Absentee Senators Running for President

Dear Senators: About Those Missed Votes... By: Carrie Budoff ; The Politico; April 9, 2007.

Dear John (and Joe and Sam, and Chris, too),

This is the Senate. Do we need to reassess our relationship?

Yes, you're running for president. It steals your time. You spend days and nights and weekends away from the congressional home front, courting admirers in Iowa and New Hampshire and South Carolina.

But what about voting, your chief chore in Washington?

Sen. John McCain (R-Ariz.), you've been the scarcest of the Senate sextuplet, the chamber's largest class of presidential candidates in 20 years. You've missed one out of every three votes since January, according to Congressional Observer Publications, a nonpartisan database service.

Sens. Joseph R. Biden Jr. (D-Del.), Sam Brownback (R-Kan.) and Chris Dodd (D-Conn.), you come around a bit more often, but not nearly as much as Senate apple-polishers Hillary Rodham Clinton (D-N.Y.) and Barack Obama (D-Ill.), homebodies by comparison. They've made it to all but three votes.

You probably think senators get a bum deal in presidential campaigns. Unlike governors and "Law & Order" stars, senators can be held accountable through their voting record if they skip out on their day job to eat hot dogs in Des Moines, Iowa.
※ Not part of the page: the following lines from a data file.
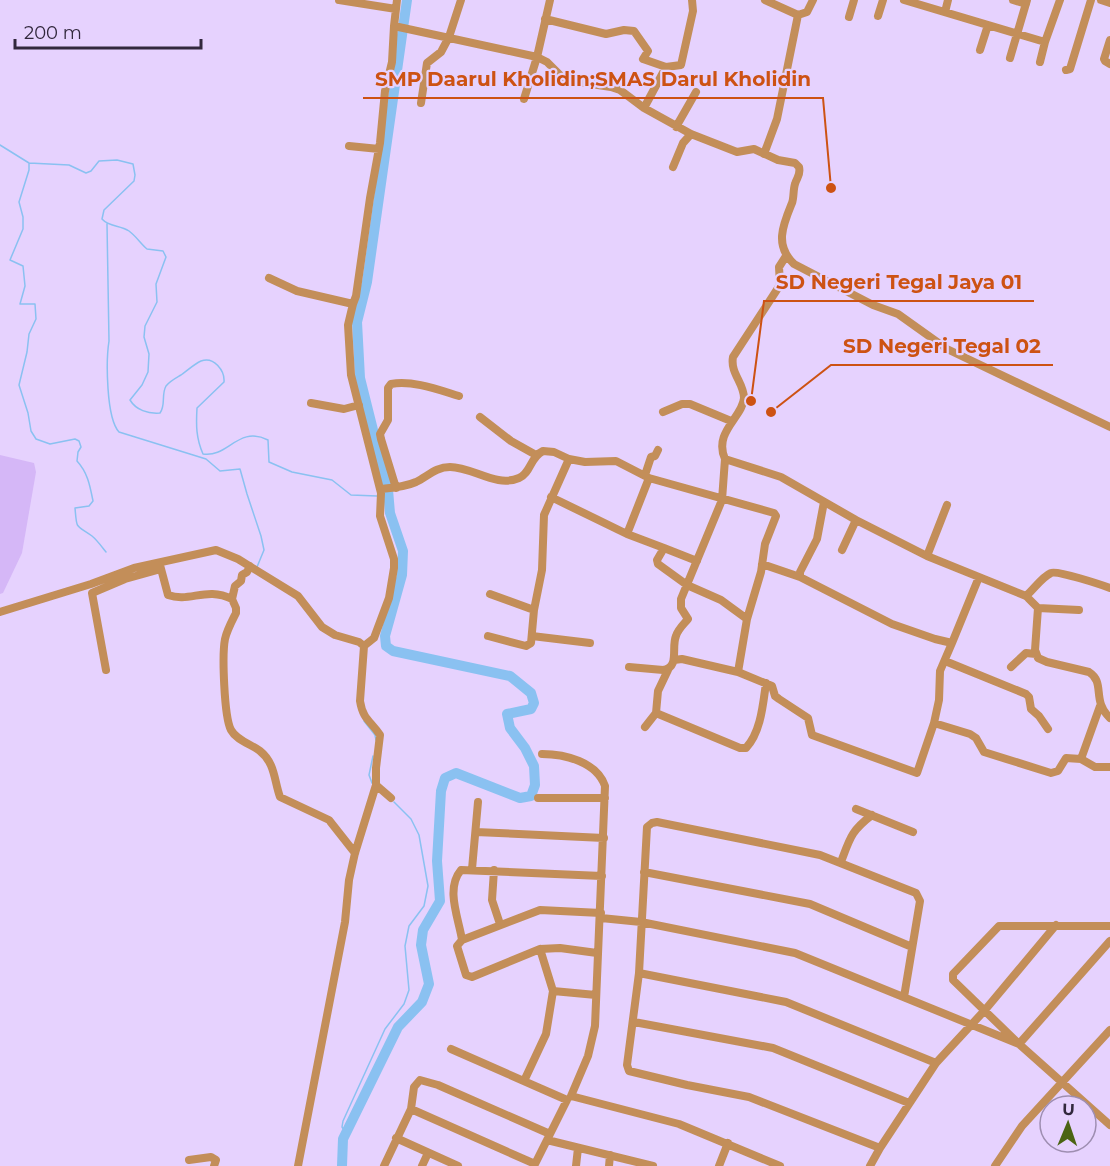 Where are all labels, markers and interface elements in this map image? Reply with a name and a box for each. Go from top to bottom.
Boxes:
scale bar [15,12,201,50]
text: 200 m [24,22,82,44]
callout: SMP Daarul Kholidin;SMAS Darul Kholidin [363,60,823,98]
text: SMP Daarul Kholidin;SMAS Darul Kholidin [375,67,811,91]
callout: SD Negeri Tegal Jaya 01 [764,263,1034,301]
text: SD Negeri Tegal Jaya 01 [776,270,1022,294]
callout: SD Negeri Tegal 02 [831,327,1053,365]
text: SD Negeri Tegal 02 [843,334,1041,358]
north arrow [1038,1094,1098,1154]
text: U [1062,1100,1075,1119] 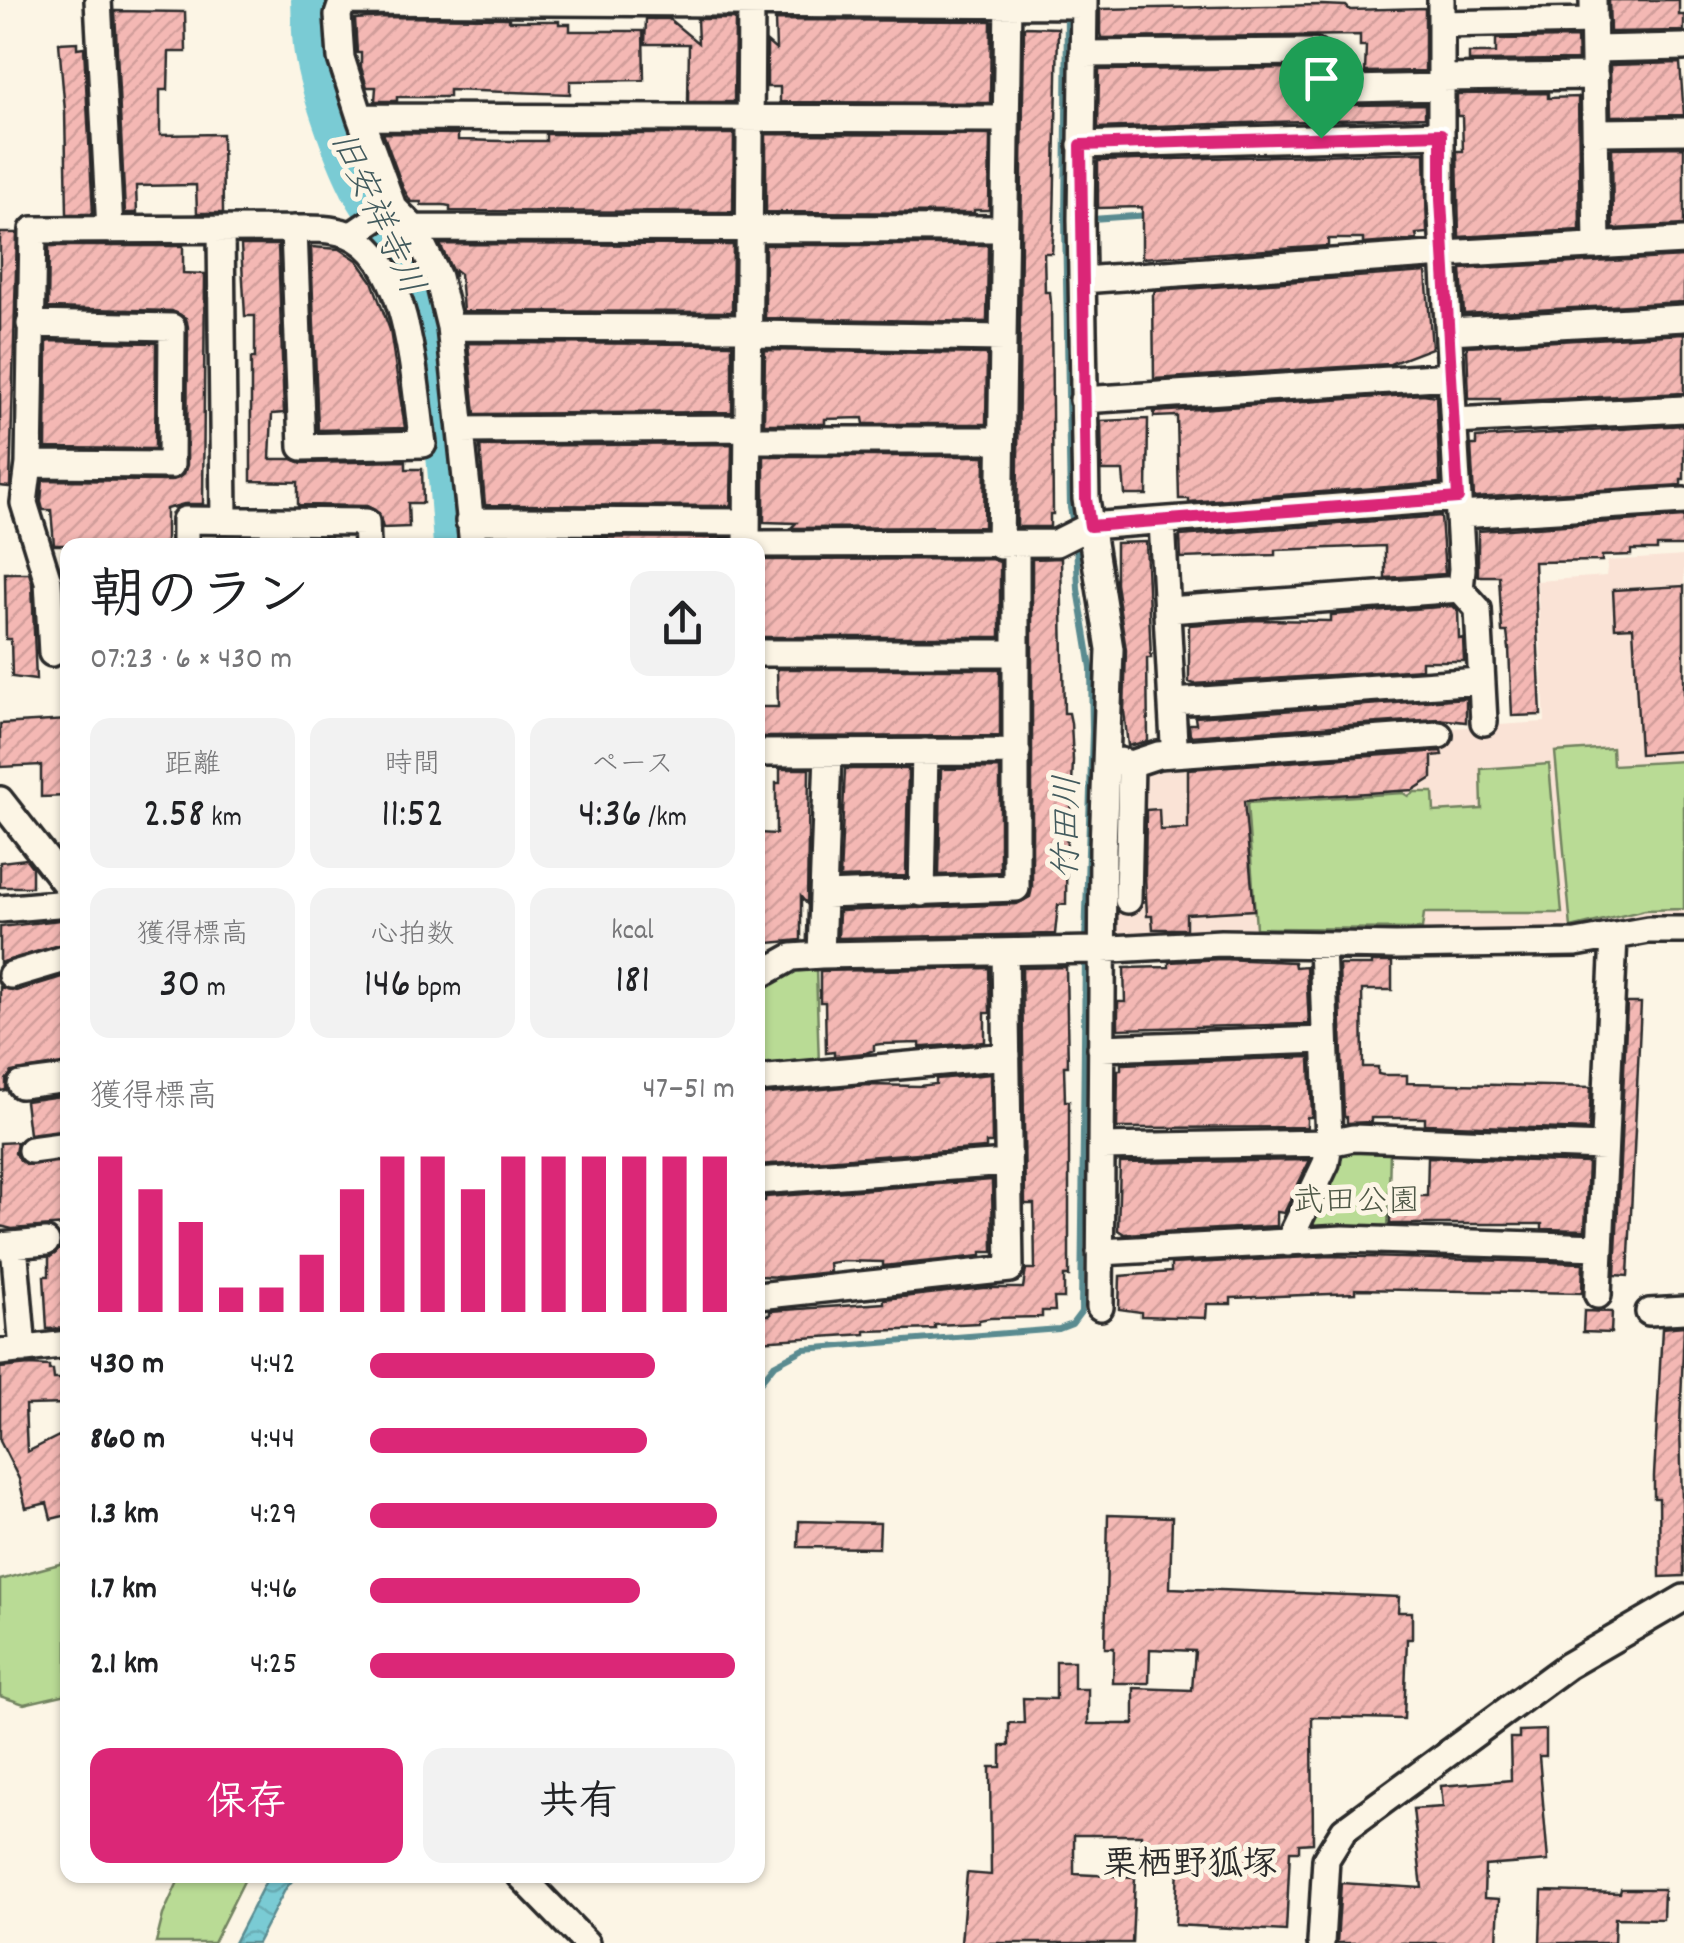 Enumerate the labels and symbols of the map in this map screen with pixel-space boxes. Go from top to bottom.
pin [1279,36,1364,139]
water label: 旧安祥寺川 [315,124,434,304]
water label: 竹田川 [1044,774,1096,880]
park label: 武田公園 [1292,1181,1420,1227]
district label: 栗栖野狐塚 [1102,1842,1278,1892]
Comment: Chances are extremely thin that any of these candidates will win the Presidency (Burden 2002), yet they will continue to pursue this quest at the expense of their electorate. If the states supported the repeal of the 17th Amendment, legislatures could hold them accountable. At present, no one holds them accountable. And yet this is what the 17th Amendment and more “democracy” has given us; unaccountable senators spending their time running for President.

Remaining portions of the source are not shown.